§ What needs to be done:
What you return must match the entries word for word, minus the pictures.

•••

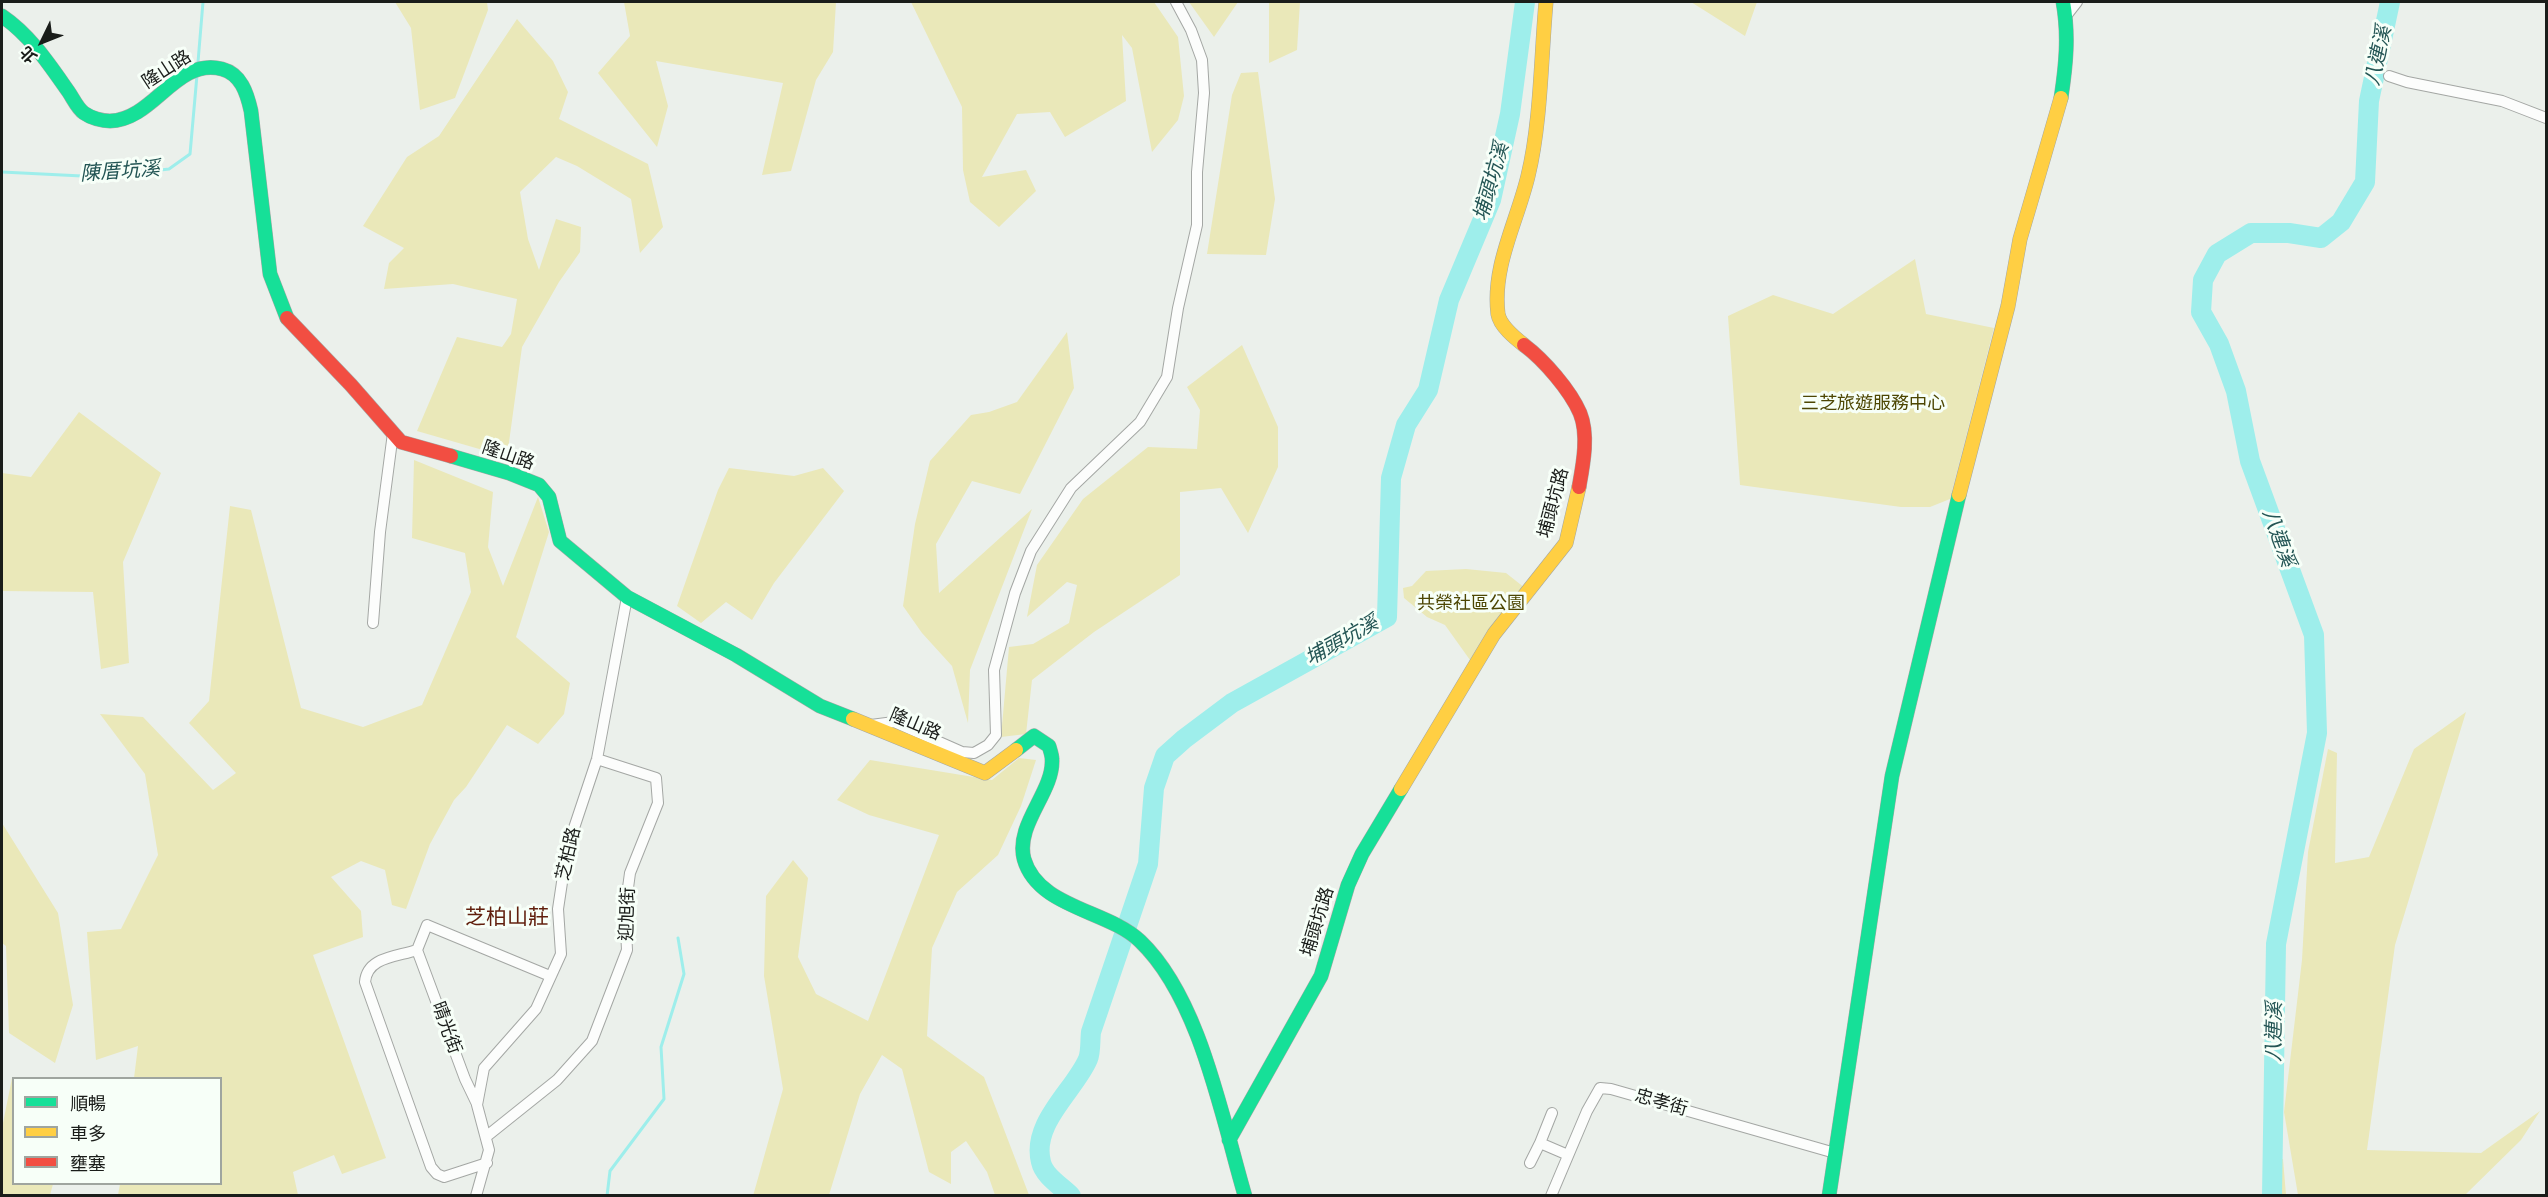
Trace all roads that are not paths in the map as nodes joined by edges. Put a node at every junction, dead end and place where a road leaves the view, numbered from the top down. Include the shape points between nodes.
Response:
1 (1176, 2) edge
2 (1546, 2) edge
3 (2063, 2) edge
4 (2077, 2) edge
5 (2, 16) edge
6 (2066, 16) junction
7 (2389, 76) dead end
8 (2547, 118) edge
9 (393, 433) junction
10 (627, 597) junction
11 (374, 623) dead end
12 (870, 725) junction
13 (597, 759) junction
14 (417, 950) junction
15 (550, 976) junction
16 (477, 1105) junction
17 (1552, 1113) dead end
18 (487, 1136) junction
19 (1229, 1140) junction
20 (1540, 1143) junction
21 (1836, 1154) junction
22 (1568, 1155) junction
23 (487, 1163) junction
24 (1530, 1163) dead end
25 (476, 1196) edge
26 (1245, 1196) edge
27 (1551, 1196) edge
28 (1829, 1196) edge

1 - 12 street via 1202,60 1204,93 1197,225 1167,377 1140,422 1071,488 1031,551 994,670 996,735 988,745 974,753 962,752 894,722
2 - 19 street, 埔頭坑路 via 1533,151 1498,273 1498,317 1556,377 1580,413 1584,430 1582,466 1566,543 1494,634 1384,816 1348,885 1321,976
3 - 6 street
4 - 6 street
5 - 9 street, 隆山路 via 37,50 86,114 110,121 129,119 197,69 217,64 235,74 251,111 270,274 287,319
6 - 21 street via 2066,67 2059,107 2020,239 2008,306 1892,776
7 - 8 street via 2502,101
9 - 10 street, 隆山路 via 401,442 539,485 549,497 560,541
9 - 11 street via 380,532
10 - 12 street, 隆山路 via 736,655 820,706
10 - 13 street, 芝柏路
12 - 19 street, 隆山路 via 985,773 1034,736 1046,741 1053,750 1053,762 1024,835 1025,861 1031,876 1113,922 1155,956 1186,1004
13 - 15 street, 芝柏路 via 567,849 558,909 561,954
13 - 18 street, 迎旭街 via 656,778 658,803 630,873 625,910 627,950 592,1041 557,1080
14 - 15 street via 427,925
14 - 16 street, 晴光街
14 - 23 street via 372,964 364,982 431,1167 444,1177
15 - 16 street, 芝柏路 via 536,1009 484,1068
16 - 18 street, 芝柏路
17 - 20 street
18 - 23 street, 芝柏路
19 - 26 street
20 - 22 street
20 - 24 street
21 - 22 street, 忠孝街 via 1600,1088
21 - 28 street
22 - 27 street, 忠孝街
23 - 25 street, 芝柏路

•••

§ Response to this exercise:
Trace all roads that are not paths in the map as nodes joined by edges. Put a node at every junction, dead end and place where a road leaves the view, numbered from the top down. Include the shape points between nodes.
Response:
1 (1176, 2) edge
2 (1546, 2) edge
3 (2063, 2) edge
4 (2077, 2) edge
5 (2, 16) edge
6 (2066, 16) junction
7 (2389, 76) dead end
8 (2547, 118) edge
9 (393, 433) junction
10 (627, 597) junction
11 (374, 623) dead end
12 (870, 725) junction
13 (597, 759) junction
14 (417, 950) junction
15 (550, 976) junction
16 (477, 1105) junction
17 (1552, 1113) dead end
18 (487, 1136) junction
19 (1229, 1140) junction
20 (1540, 1143) junction
21 (1836, 1154) junction
22 (1568, 1155) junction
23 (487, 1163) junction
24 (1530, 1163) dead end
25 (476, 1196) edge
26 (1245, 1196) edge
27 (1551, 1196) edge
28 (1829, 1196) edge

1 - 12 street via 1202,60 1204,93 1197,225 1167,377 1140,422 1071,488 1031,551 994,670 996,735 988,745 974,753 962,752 894,722
2 - 19 street, 埔頭坑路 via 1533,151 1498,273 1498,317 1556,377 1580,413 1584,430 1582,466 1566,543 1494,634 1384,816 1348,885 1321,976
3 - 6 street
4 - 6 street
5 - 9 street, 隆山路 via 37,50 86,114 110,121 129,119 197,69 217,64 235,74 251,111 270,274 287,319
6 - 21 street via 2066,67 2059,107 2020,239 2008,306 1892,776
7 - 8 street via 2502,101
9 - 10 street, 隆山路 via 401,442 539,485 549,497 560,541
9 - 11 street via 380,532
10 - 12 street, 隆山路 via 736,655 820,706
10 - 13 street, 芝柏路
12 - 19 street, 隆山路 via 985,773 1034,736 1046,741 1053,750 1053,762 1024,835 1025,861 1031,876 1113,922 1155,956 1186,1004
13 - 15 street, 芝柏路 via 567,849 558,909 561,954
13 - 18 street, 迎旭街 via 656,778 658,803 630,873 625,910 627,950 592,1041 557,1080
14 - 15 street via 427,925
14 - 16 street, 晴光街
14 - 23 street via 372,964 364,982 431,1167 444,1177
15 - 16 street, 芝柏路 via 536,1009 484,1068
16 - 18 street, 芝柏路
17 - 20 street
18 - 23 street, 芝柏路
19 - 26 street
20 - 22 street
20 - 24 street
21 - 22 street, 忠孝街 via 1600,1088
21 - 28 street
22 - 27 street, 忠孝街
23 - 25 street, 芝柏路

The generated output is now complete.